Happy 4th of July!!!
Here where I live it is already the 5th, we were allowed to start our celebrations a day early, and being American myself, I always stress that we are now allowed two days of celebrations! Birthdays, holidays, family traditions… we spread the joy and make it worthwhile!
As you can probably see from my post title, I made more pie!! First off was another yummy apple pie. This one was made solely for hubby to take in to his work. Gotta share the love, right!!? If you are new to my blog, you can find the recipe at Apple Pie and Christmas Movies.
Second pie of the day ended up being more of a cheesecake. Whenever I feel like I’m getting a bit chunky monkey and unhealthy, I low carb it for a while. I won’t get into the details but it is what works for me and how I maintain my weight (and lose when needed). Hubby did point out that it was crazy to start this again right before the holiday but I was determined! Ha.
So… on to the pie/cheesecake. I was really feeling like I needed pumpkin pie so off I went to the supermarket to buy ingredients for my apple pie and crustless low carb pumpkin pie. We came home, gobbled up some lunch and I spent the whole afternoon in the kitchen. I also may or may not have had a “Gilmore Girls” marathon on Netflix at the same time….
Strangely, I found myself all alone in the kitchen this time as the rest of the family were slumbering and finishing off schoolwork…
Crustless Low Carb Pumpkin Pie/Cheesecake
2 cups pumpkin puree
8oz block cream cheese, softened slightly
2 tbsp pumpkin pie spice
1/2 cup cream
5 large eggs
Maple syrup, Agave, or Sweetener – to your taste! I used 1 tsp of liquid sweetener.
I like to make this with freshly roasted pumpkin. It has a beautiful mellow, caramelly sweet flavor that you just don’t get with the canned puree.
Take a medium sized pumpkin, split it in half and then place it cut side down on a roasting pan in the oven. Roast at 390 deg until a knife can easily slice through. Allow to cool and then scoop out approx 2 1/2 cups of soft delicious pumpkin to puree.
From here everything is done in the food processor.

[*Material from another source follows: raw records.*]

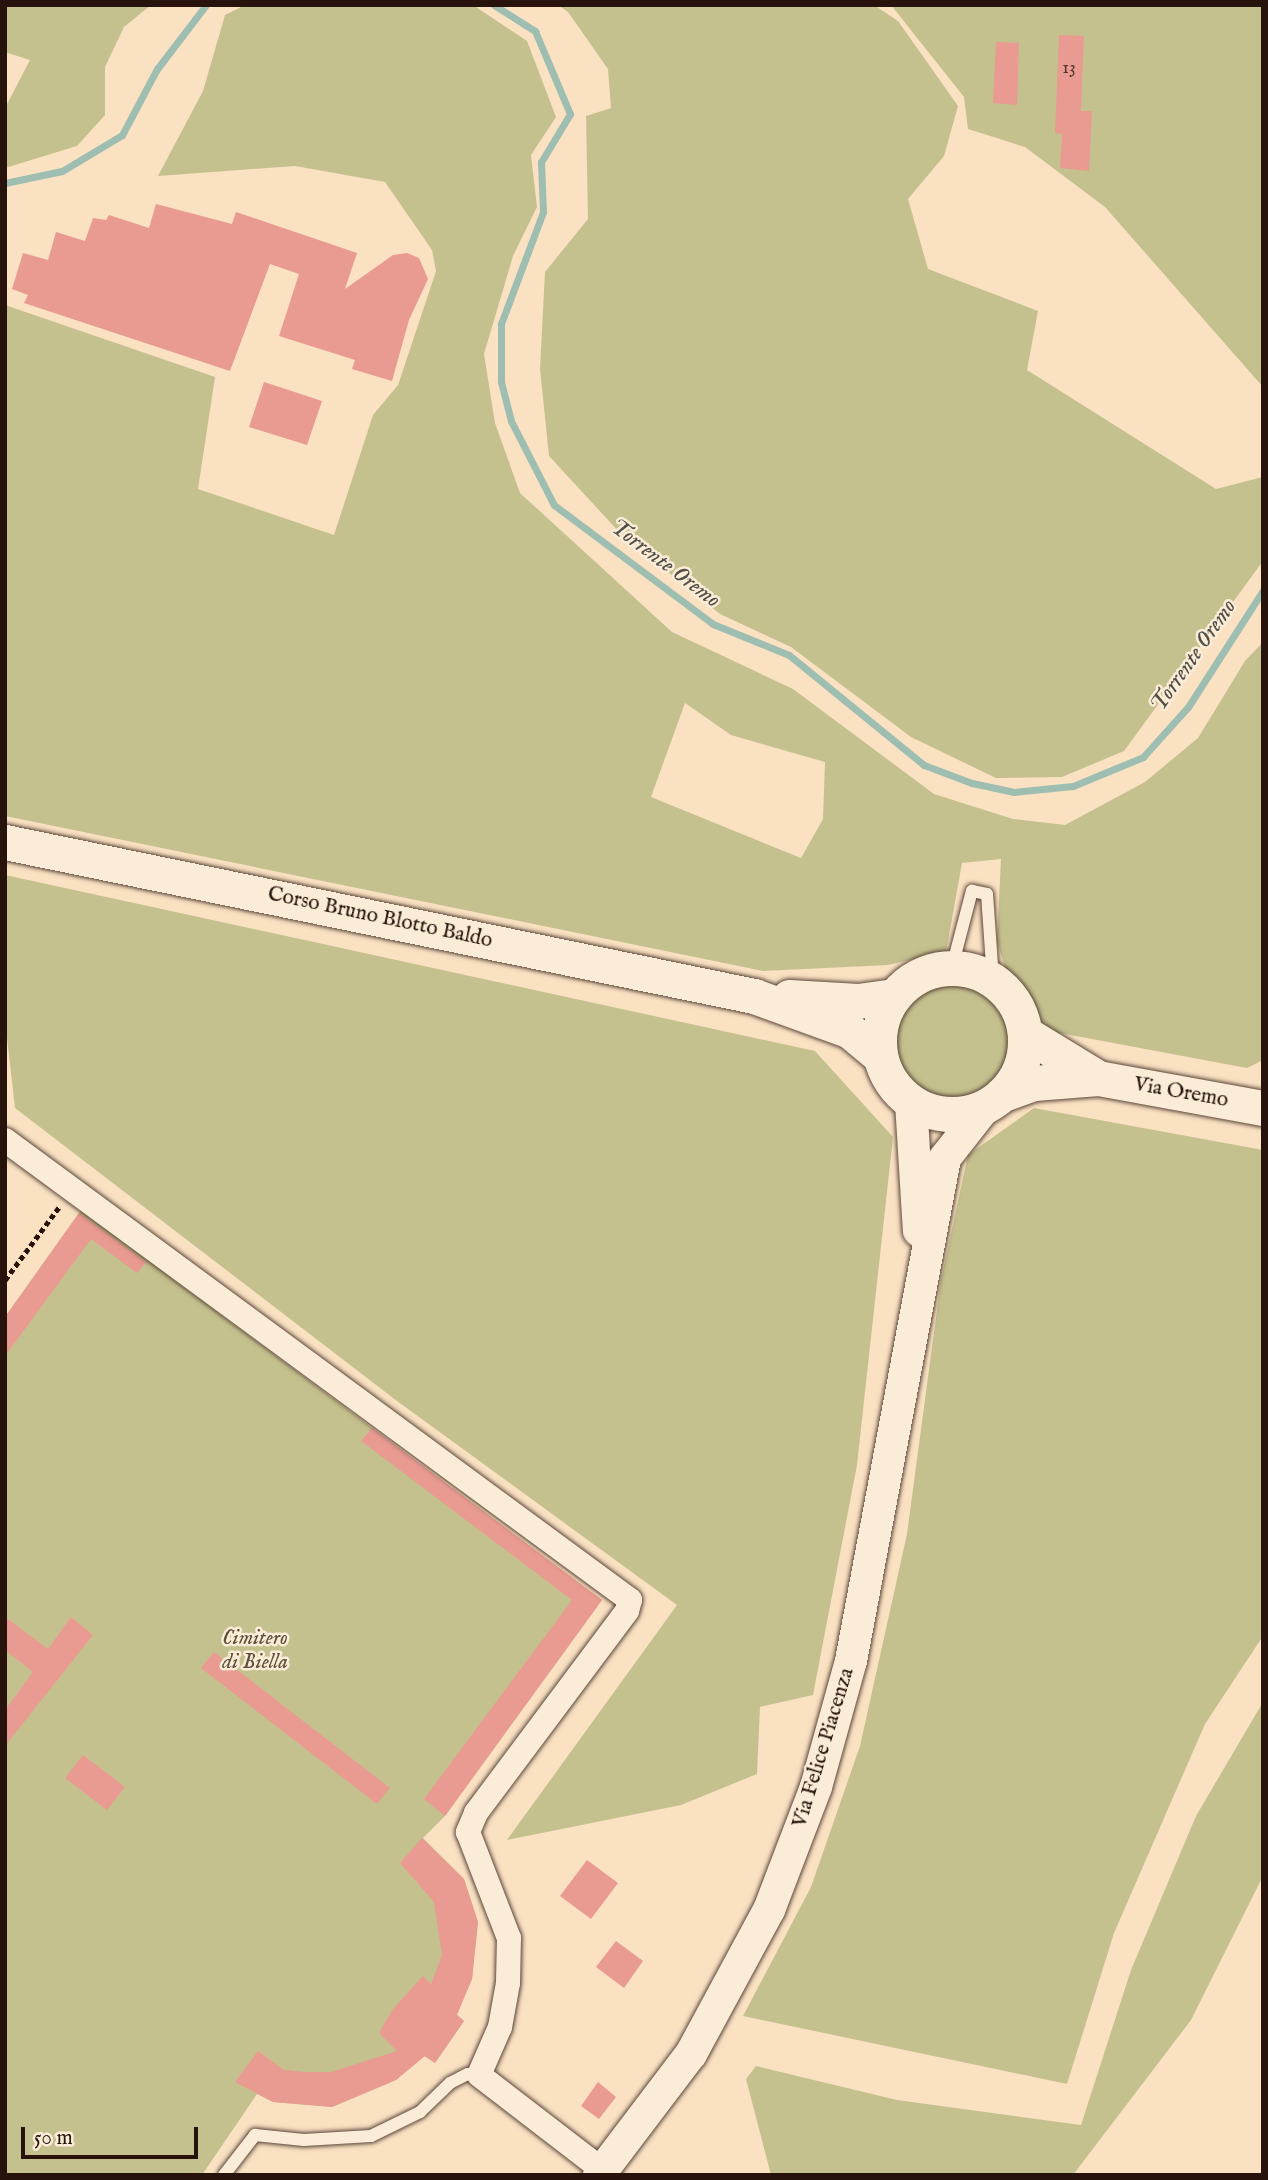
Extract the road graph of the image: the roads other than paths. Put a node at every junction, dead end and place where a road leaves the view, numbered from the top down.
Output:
1 (5, 842) edge
2 (952, 967) junction
3 (993, 980) junction
4 (754, 996) junction
5 (894, 996) junction
6 (1026, 1034) junction
7 (880, 1056) junction
8 (1098, 1078) junction
9 (994, 1100) junction
10 (911, 1102) junction
11 (1263, 1108) edge
12 (5, 1140) edge
13 (922, 1271) junction
14 (480, 2075) junction
15 (603, 2173) edge
16 (224, 2175) edge

1 - 4 main road, Corso Bruno Blotto Baldo
2 - 3 main road
2 - 3 lane
2 - 5 main road
3 - 6 main road
4 - 5 main road, Corso Bruno Blotto Baldo
4 - 7 main road, Corso Bruno Blotto Baldo
5 - 7 main road
6 - 8 main road, Via Oremo
6 - 9 main road
7 - 10 main road
8 - 9 main road, Via Oremo
8 - 11 main road, Via Oremo
9 - 10 main road
9 - 13 street, Via Felice Piacenza
10 - 13 street, Via Felice Piacenza
12 - 14 street
13 - 15 street, Via Felice Piacenza
14 - 15 street
14 - 16 lane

Start with the pumpkin and then add everything individually, blending until smooth.
Pour into either a pie plate or a springform tin (foil the bottom to keep water out if using a springform tin) and place in a roasting dish, add about an inch of water. This helps to minimize cracking.
Into the oven to bake at 300 deg for 40 minutes.
The cake should have a little jiggle when it’s finished.
Leave in the tin to cool. Once the pan is able to be handled, place it in the fridge to chill. This is important as it stops the cooking process and keeps the eggs from scrambling.
Serve chilled or warmed up with a generous dollop of freshly whipped cream.